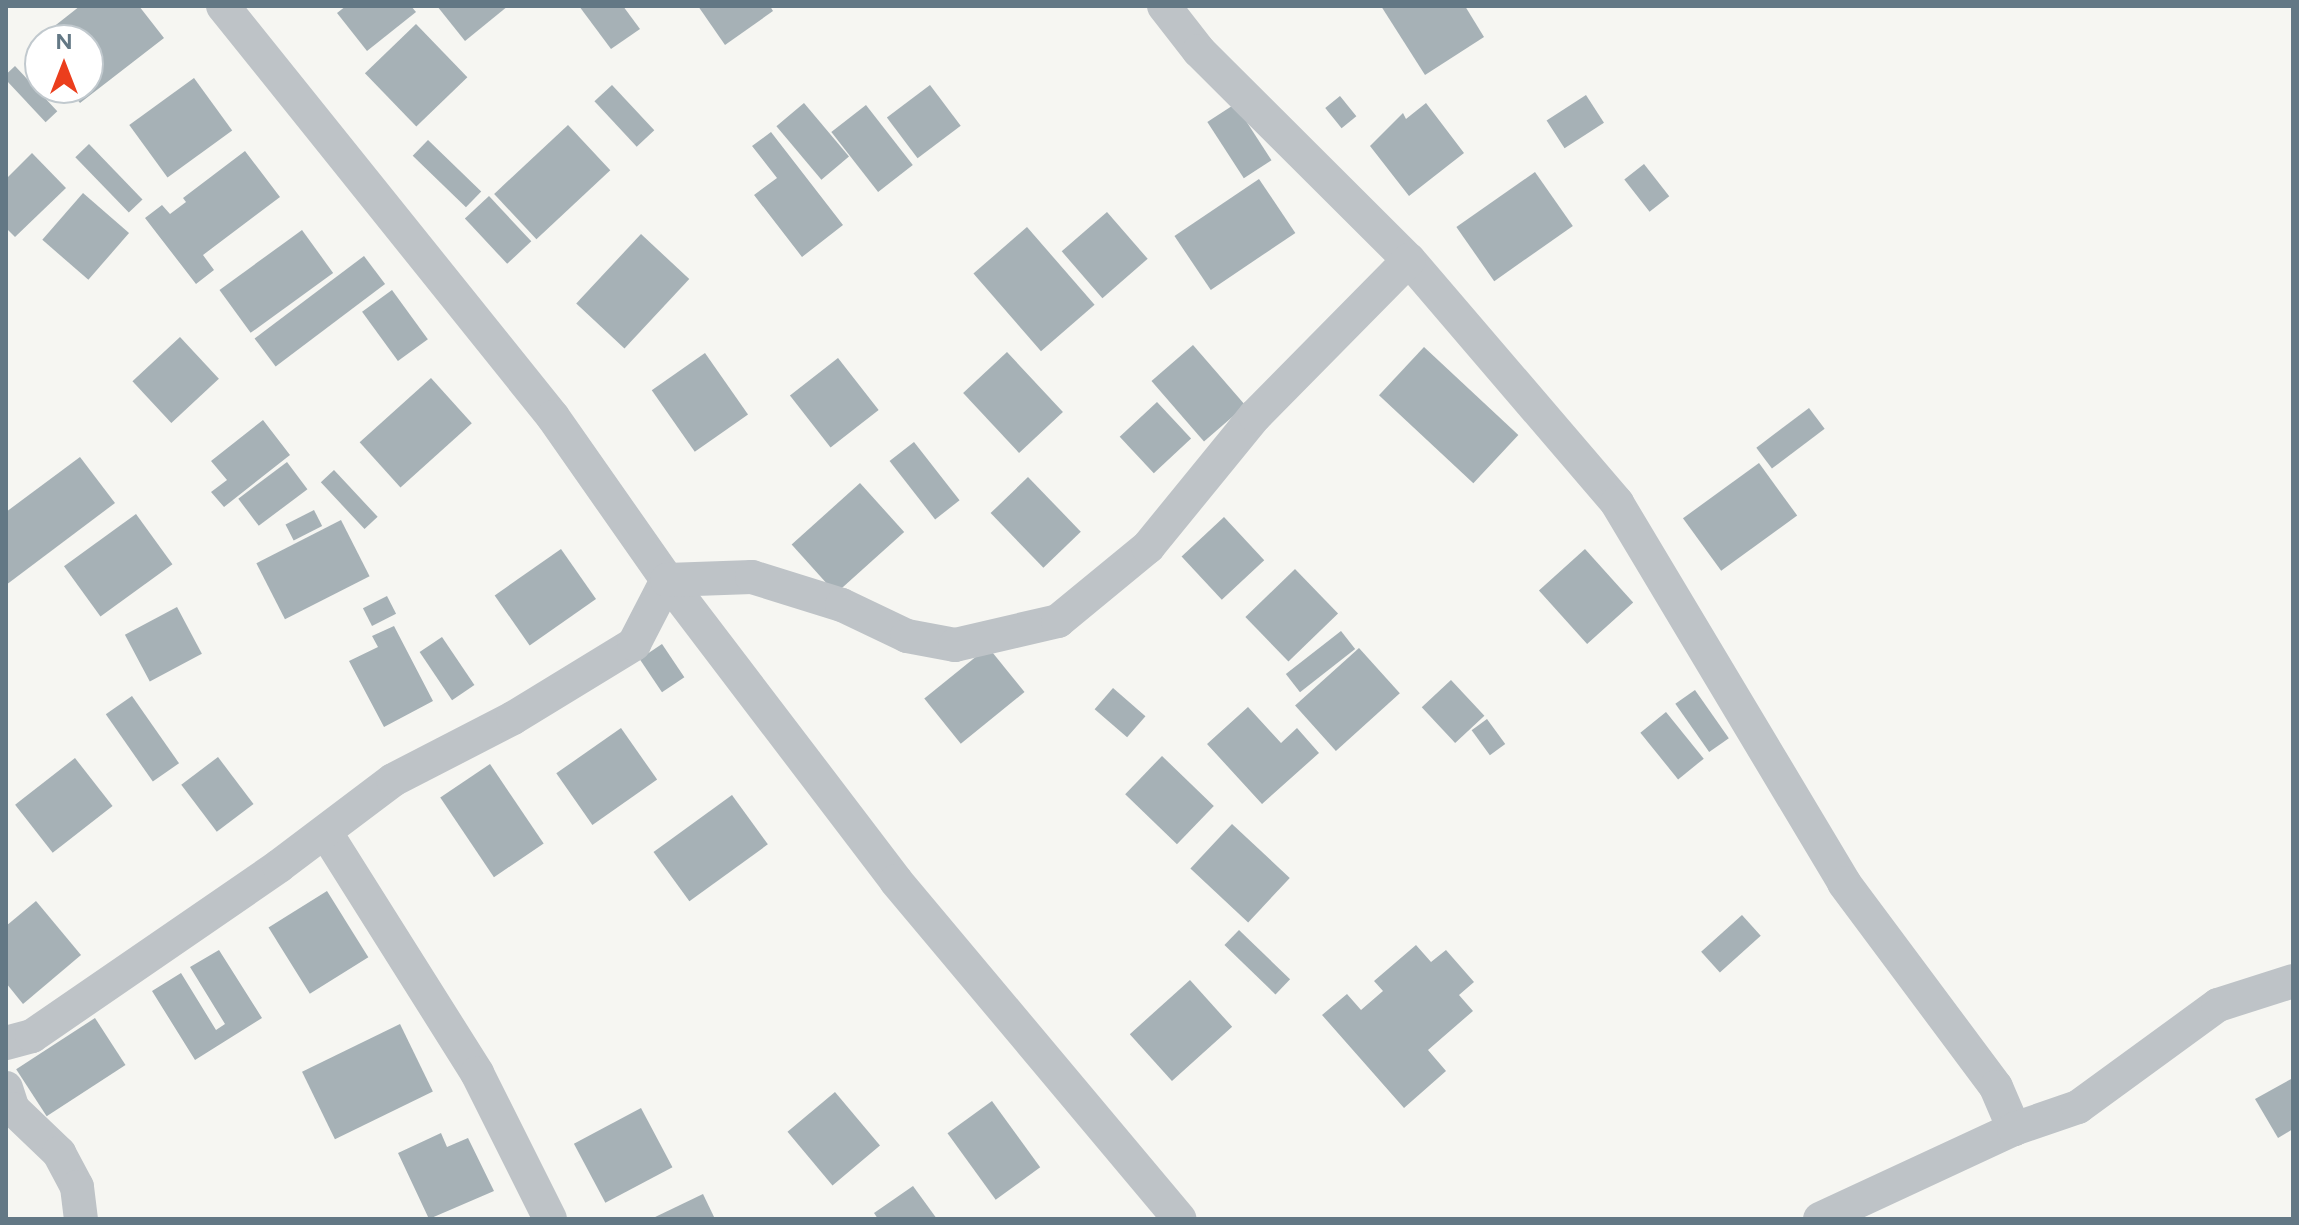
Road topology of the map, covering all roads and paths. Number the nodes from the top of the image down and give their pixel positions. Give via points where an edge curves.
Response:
1 (223, 6) edge
2 (1164, 6) edge
3 (1409, 260) junction
4 (667, 580) junction
5 (326, 833) junction
6 (2293, 981) edge
7 (6, 1043) edge
8 (6, 1088) edge
9 (2014, 1129) junction
10 (81, 1219) edge
11 (550, 1219) edge
12 (1180, 1219) edge
13 (1820, 1219) edge

1 - 4 street via 553,417
2 - 3 street via 1199,51
3 - 4 street via 1255,416 1148,547 1058,621 955,645 907,636 842,605 752,577
3 - 9 street via 1617,503 1844,883 1996,1087
4 - 5 street via 634,644 526,711 393,780
4 - 12 street via 896,881
5 - 7 street via 32,1036
5 - 11 street via 477,1073
6 - 9 street via 2218,1005 2078,1107
8 - 10 street via 13,1109 59,1153 77,1187
9 - 13 street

Task to complete: Nothing but the pictures is to be left out; the rest of the listing should be copied exactly.

Result of this task:
Road topology of the map, covering all roads and paths. Number the nodes from the top of the image down and give their pixel positions. Give via points where an edge curves.
Response:
1 (223, 6) edge
2 (1164, 6) edge
3 (1409, 260) junction
4 (667, 580) junction
5 (326, 833) junction
6 (2293, 981) edge
7 (6, 1043) edge
8 (6, 1088) edge
9 (2014, 1129) junction
10 (81, 1219) edge
11 (550, 1219) edge
12 (1180, 1219) edge
13 (1820, 1219) edge

1 - 4 street via 553,417
2 - 3 street via 1199,51
3 - 4 street via 1255,416 1148,547 1058,621 955,645 907,636 842,605 752,577
3 - 9 street via 1617,503 1844,883 1996,1087
4 - 5 street via 634,644 526,711 393,780
4 - 12 street via 896,881
5 - 7 street via 32,1036
5 - 11 street via 477,1073
6 - 9 street via 2218,1005 2078,1107
8 - 10 street via 13,1109 59,1153 77,1187
9 - 13 street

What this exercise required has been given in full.